BOOK THE FIRST: THE CUP AND THE LIP
Chapter 9: Mr and Mrs Boffin in Consultation (continued)
Mrs Milvey, looking rather alarmed, her husband added:
'An orphan, my dear.'
'Oh!' said Mrs Milvey, reassured for her own little boys.
'And I was thinking, Margaretta, that perhaps old Mrs Goody's
grandchild might answer the purpose.
'Oh my DEAR Frank! I DON'T think that would do!'
'No?'
'Oh NO!'
The smiling Mrs Boffin, feeling it incumbent on her to take part in
the conversation, and being charmed with the emphatic little wife
and her ready interest, here offered her acknowledgments and
inquired what there was against him?
'I DON'T think,' said Mrs Milvey, glancing at the Reverend Frank'
--and I believe my husband will agree with me when he considers it
again--that you could possibly keep that orphan clean from snuff.
Because his grandmother takes so MANY ounces, and drops it
over him.'
'But he would not be living with his grandmother then,
Margaretta,' said Mr Milvey.
'No, Frank, but it would be impossible to keep her from Mrs
Boffin's house; and the MORE there was to eat and drink there, the
oftener she would go.

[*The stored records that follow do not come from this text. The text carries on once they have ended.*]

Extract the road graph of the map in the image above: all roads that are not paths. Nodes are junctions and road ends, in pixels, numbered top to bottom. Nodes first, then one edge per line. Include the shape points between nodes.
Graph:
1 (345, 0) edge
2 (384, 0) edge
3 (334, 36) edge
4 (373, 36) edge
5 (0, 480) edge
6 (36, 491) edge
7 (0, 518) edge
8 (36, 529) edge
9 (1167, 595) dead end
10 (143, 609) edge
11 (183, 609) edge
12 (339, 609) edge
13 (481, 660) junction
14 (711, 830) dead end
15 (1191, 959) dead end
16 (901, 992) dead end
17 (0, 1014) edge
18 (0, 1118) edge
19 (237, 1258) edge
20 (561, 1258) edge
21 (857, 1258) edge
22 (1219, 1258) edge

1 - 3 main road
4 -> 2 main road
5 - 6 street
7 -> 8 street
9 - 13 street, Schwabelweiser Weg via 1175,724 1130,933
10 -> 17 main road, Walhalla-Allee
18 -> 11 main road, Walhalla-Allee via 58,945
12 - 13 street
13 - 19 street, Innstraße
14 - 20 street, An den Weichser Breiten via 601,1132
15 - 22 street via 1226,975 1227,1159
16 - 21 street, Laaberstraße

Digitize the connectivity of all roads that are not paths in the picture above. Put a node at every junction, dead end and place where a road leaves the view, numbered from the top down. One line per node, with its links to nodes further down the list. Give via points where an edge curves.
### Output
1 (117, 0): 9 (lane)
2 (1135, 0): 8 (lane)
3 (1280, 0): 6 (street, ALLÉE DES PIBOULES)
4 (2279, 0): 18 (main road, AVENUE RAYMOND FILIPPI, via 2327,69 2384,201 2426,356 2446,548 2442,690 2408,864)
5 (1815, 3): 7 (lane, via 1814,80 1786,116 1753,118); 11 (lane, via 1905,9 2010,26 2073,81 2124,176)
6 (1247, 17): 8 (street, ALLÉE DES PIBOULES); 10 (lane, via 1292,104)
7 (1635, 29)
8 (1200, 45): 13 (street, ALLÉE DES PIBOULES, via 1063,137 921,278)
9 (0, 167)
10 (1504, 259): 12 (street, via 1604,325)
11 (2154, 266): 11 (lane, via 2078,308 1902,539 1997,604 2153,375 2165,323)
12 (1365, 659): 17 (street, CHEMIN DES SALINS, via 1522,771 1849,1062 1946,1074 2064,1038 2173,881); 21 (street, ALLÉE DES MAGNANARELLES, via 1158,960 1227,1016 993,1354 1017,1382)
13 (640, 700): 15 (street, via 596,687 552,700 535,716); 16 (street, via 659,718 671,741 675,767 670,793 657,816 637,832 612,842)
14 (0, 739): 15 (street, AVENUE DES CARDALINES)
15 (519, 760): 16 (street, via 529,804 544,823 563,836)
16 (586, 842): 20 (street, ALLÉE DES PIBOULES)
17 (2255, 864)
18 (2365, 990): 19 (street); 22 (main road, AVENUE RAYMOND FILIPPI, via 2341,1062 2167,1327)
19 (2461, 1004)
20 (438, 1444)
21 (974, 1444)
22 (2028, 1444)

And she IS an inconvenient woman. I
HOPE it's not uncharitable to remember that last Christmas Eve
she drank eleven cups of tea, and grumbled all the time. And she
is NOT a grateful woman, Frank. You recollect her addressing a
crowd outside this house, about her wrongs, when, one night after
we had gone to bed, she brought back the petticoat of new flannel
that had been given her, because it was too short.'
'That's true,' said Mr Milvey. 'I don't think that would do. Would
little Harrison--'
'Oh, FRANK! ' remonstrated his emphatic wife.